> [ACTIVITY]
In the data below, find every line with the word "junctions" and copy it.

> [AVAILABLE DATA]
•••

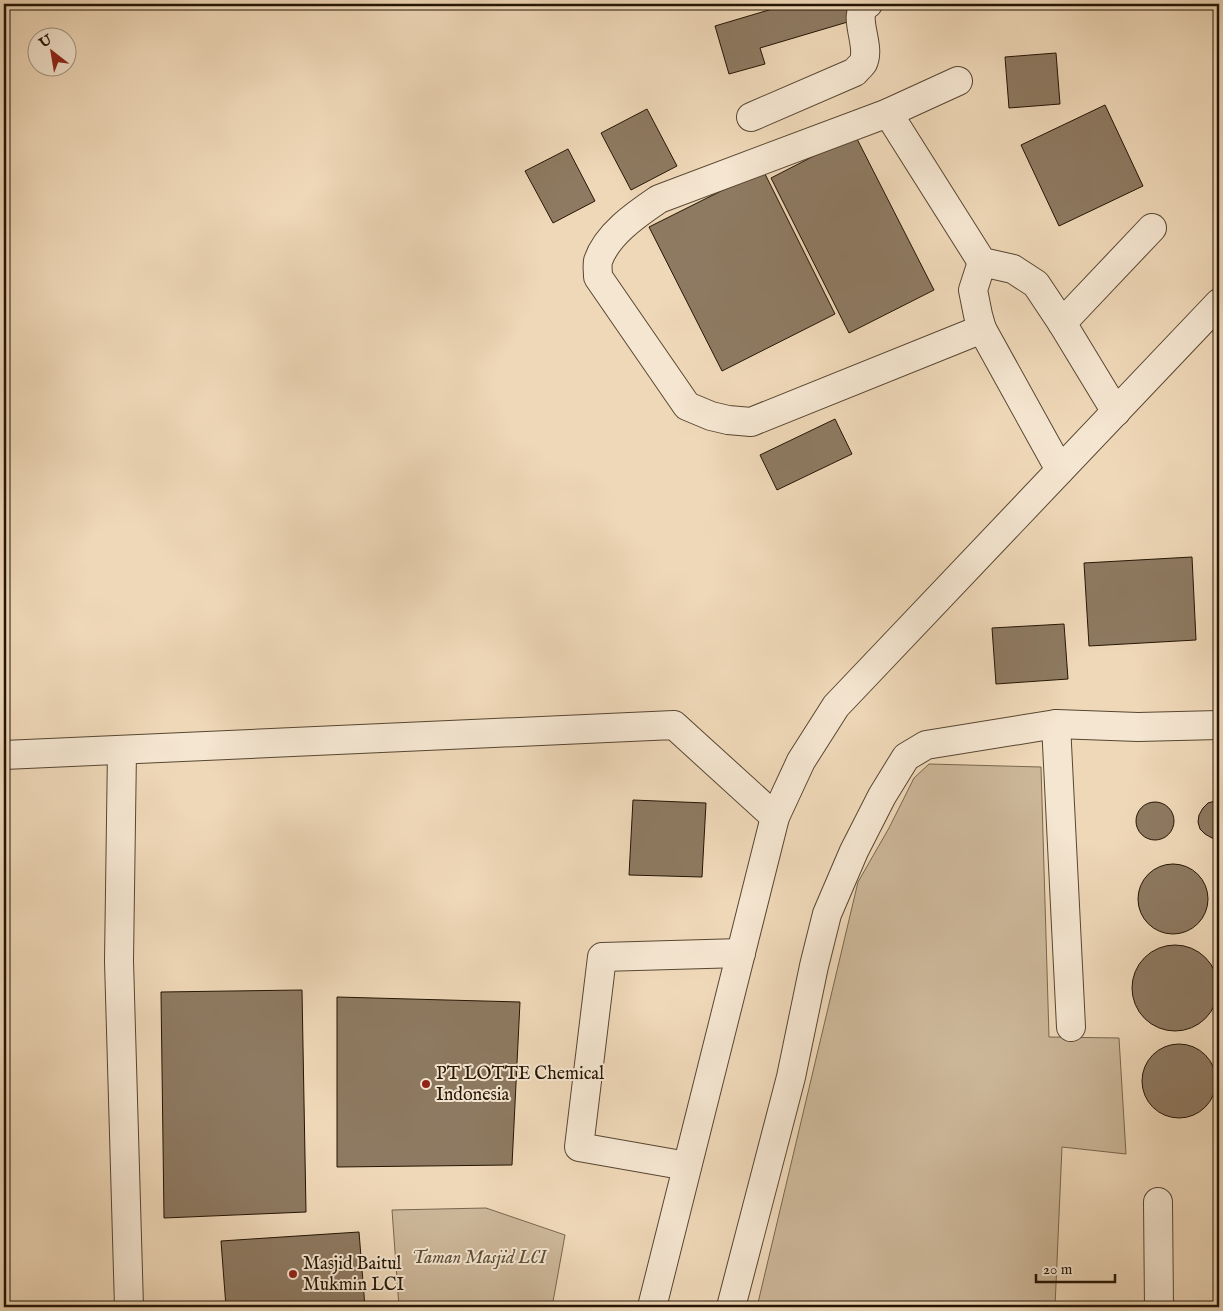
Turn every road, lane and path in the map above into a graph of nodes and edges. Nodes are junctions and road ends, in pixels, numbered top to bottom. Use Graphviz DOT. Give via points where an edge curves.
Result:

•••

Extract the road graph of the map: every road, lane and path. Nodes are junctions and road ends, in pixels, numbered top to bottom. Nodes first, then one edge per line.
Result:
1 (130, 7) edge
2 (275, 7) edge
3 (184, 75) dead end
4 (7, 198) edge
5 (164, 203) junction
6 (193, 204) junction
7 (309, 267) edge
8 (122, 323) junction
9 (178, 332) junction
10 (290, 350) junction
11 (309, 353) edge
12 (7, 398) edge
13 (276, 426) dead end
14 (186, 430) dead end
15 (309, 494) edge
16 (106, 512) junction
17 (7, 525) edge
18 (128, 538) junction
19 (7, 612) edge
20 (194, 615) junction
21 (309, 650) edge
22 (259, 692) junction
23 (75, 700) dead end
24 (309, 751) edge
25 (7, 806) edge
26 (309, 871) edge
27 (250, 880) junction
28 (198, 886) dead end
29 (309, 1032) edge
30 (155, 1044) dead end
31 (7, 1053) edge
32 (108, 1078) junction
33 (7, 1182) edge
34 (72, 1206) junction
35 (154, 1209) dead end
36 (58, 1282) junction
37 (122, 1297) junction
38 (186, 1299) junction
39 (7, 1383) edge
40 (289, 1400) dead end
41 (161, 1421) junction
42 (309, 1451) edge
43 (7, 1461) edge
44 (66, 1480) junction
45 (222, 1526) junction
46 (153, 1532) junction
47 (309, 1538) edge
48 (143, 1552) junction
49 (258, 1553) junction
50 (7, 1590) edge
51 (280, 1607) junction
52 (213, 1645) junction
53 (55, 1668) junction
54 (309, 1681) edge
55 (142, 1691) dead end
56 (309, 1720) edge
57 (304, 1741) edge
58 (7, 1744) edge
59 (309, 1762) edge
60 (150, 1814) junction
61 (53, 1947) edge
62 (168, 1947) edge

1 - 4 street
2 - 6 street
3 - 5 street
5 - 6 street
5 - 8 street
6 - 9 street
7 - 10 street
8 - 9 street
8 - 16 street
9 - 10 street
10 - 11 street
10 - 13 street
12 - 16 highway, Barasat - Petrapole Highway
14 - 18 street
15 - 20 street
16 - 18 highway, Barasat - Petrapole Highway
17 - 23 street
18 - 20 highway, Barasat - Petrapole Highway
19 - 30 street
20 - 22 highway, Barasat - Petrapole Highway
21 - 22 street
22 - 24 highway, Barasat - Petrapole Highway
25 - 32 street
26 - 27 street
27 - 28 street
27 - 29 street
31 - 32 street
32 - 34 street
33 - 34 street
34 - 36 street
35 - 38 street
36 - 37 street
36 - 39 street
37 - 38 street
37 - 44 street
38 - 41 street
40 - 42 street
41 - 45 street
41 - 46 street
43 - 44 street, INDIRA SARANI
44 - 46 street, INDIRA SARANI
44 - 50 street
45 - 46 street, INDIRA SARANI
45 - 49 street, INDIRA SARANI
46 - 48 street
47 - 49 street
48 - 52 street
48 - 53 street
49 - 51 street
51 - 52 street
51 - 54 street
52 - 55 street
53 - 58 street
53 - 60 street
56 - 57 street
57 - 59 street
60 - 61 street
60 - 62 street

•••

> [SOLUTION BELOW]
Turn every road, lane and path in the map above into a graph of nodes and edges. Nodes are junctions and road ends, in pixels, numbered top to bottom. Use Graphviz DOT. Give via points where an edge curves.
Extract the road graph of the map: every road, lane and path. Nodes are junctions and road ends, in pixels, numbered top to bottom. Nodes first, then one edge per line.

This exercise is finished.